Le choix de Sophie de William Styron

Le choix de Sophie

Le mardi 5 juillet 2005 par Raphaëlle

Quel étrange roman. De ceux qui nous laissent une marque profonde et douloureuse. Le choix de Sophie est un chef d’oeuvre à tout égard. Historique (l’action se passe après guerre aux US), religieux et politique (affrontement des mondes juifs et sudistes -comprendre le sud des états unis et son passé klanesque), c’est avant tout une histoire d’amour peu commune où se mèlent indistinctement des émotions contrastées, des rires et des larmes, des peurs et des colères.

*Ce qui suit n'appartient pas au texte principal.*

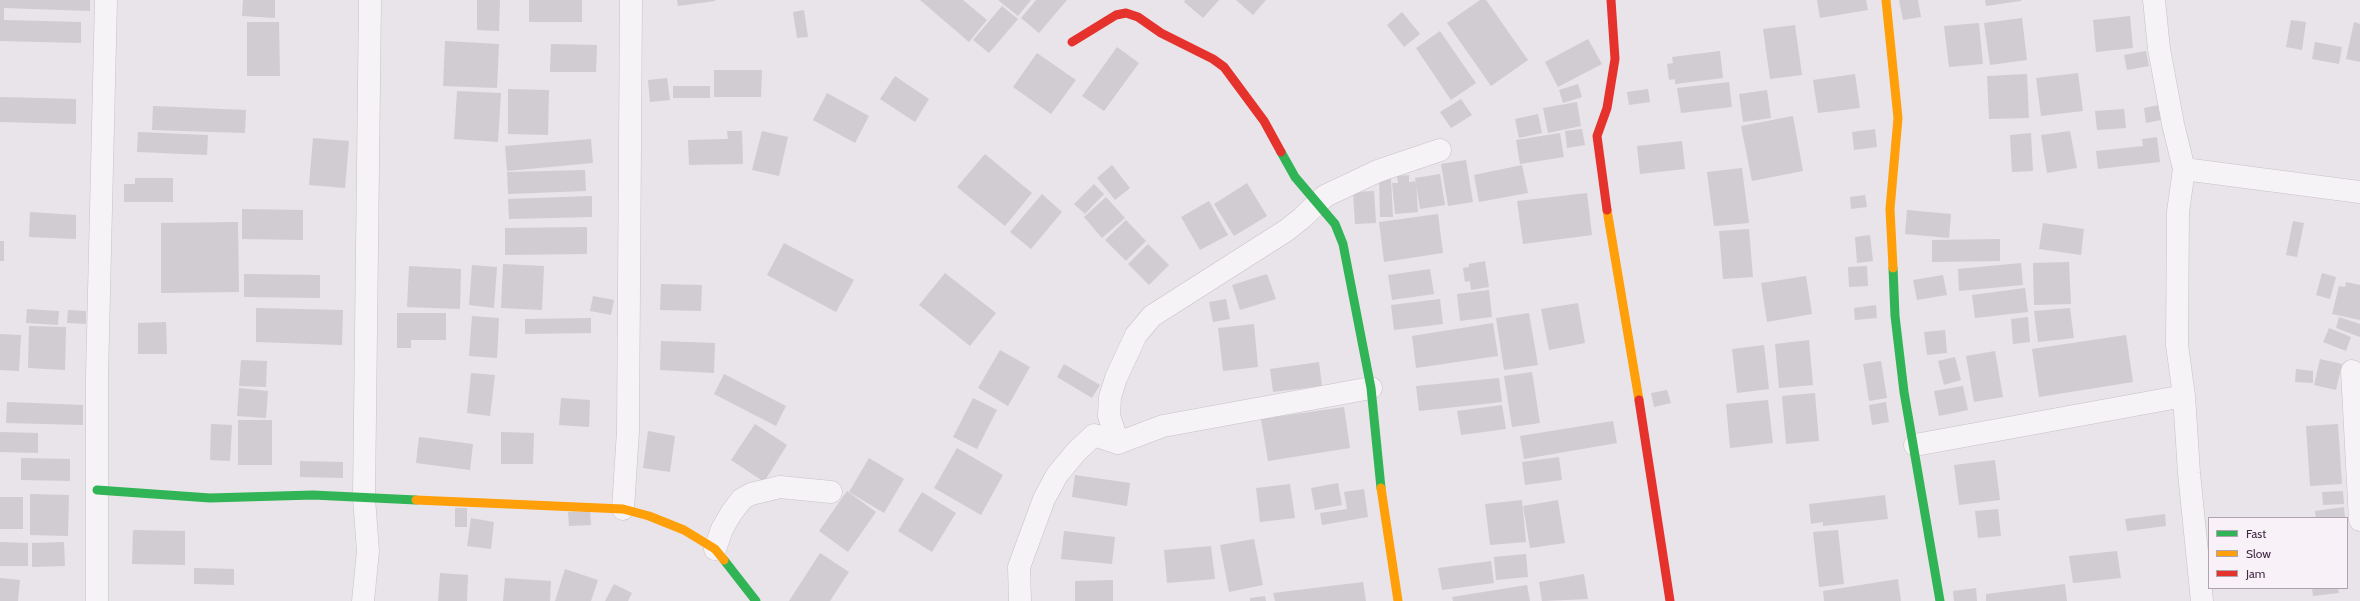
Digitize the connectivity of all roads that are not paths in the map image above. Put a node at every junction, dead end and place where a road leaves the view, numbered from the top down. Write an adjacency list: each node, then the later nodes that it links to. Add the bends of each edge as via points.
1 (106, 0): 17 (street, via 97,376)
2 (370, 0): 19 (street)
3 (632, 0): 20 (street, via 628,431)
4 (1611, 0): 28 (street, via 1615,58 1607,108 1597,136)
5 (1886, 0): 16 (street, via 1898,118 1890,209 1895,316 1904,392)
6 (2154, 0): 9 (street, via 2160,56)
7 (1072, 42): 11 (street, via 1116,15 1126,13 1138,17 1161,33 1214,59 1246,95 1295,177)
8 (1440, 150): 11 (street, via 1378,171)
9 (2184, 169): 10 (street); 14 (street, via 2178,212 2176,345)
10 (2360, 192)
11 (1316, 202): 13 (street, via 1335,224 1343,244); 15 (street, via 1302,218 1286,230 1186,293 1142,326 1126,356 1110,397 1109,416)
12 (2352, 371): 21 (street)
13 (1371, 388): 15 (street, via 1163,426); 27 (street, via 1383,506)
14 (2184, 396): 16 (street); 30 (street)
15 (1118, 444): 26 (street, via 1094,435 1057,475 1038,513 1019,567)
16 (1915, 444): 29 (street)
17 (97, 490): 19 (street, via 210,498 286,495); 23 (street)
18 (831, 492): 22 (street, via 780,487 751,494 742,499 732,512)
19 (364, 498): 20 (street); 24 (street, via 368,551)
20 (623, 508): 22 (street, via 684,530)
21 (2360, 520)
22 (715, 549): 25 (street)
23 (97, 601)
24 (363, 601)
25 (756, 601)
26 (1020, 601)
27 (1398, 601)
28 (1670, 601)
29 (1940, 601)
30 (2202, 601)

Acheté déjà de nombreuses fois car prêté et jamais rendu... C’est un livre à faire tourner, à feuilleter tout le temps. C’est un livre dont on doit corner les pages, que l’on doit annoter, qui doit vivre sous ses propres yeux.

Quatrième de couverture

A Brooklyn, en 1947, Stingo, jeune écrivain venu du Sud, rencontre Sophie, jeune catholique polonaise rescapée des camps de la mort. A la relation de la rencontre du jeune homme avec l’amour, se superposent la narration du martyre de Sophie, l’évocation de l’univers concentrationnaire et de l’holocauste nazi. Les deux veines, autobiographique et historique, irriguent en profondeur ce roman et fusionnent en une émouvante parabole sur l’omniprésence du Mal, symbolisé par l’horreur nazie, mais aussi par l’esclavage et le racisme brutal ou larvé de la société américaine, l’intolérance à tous les degrés, la férocité de la lutte de l’homme pour la vie ou la survie la plus élémentaire.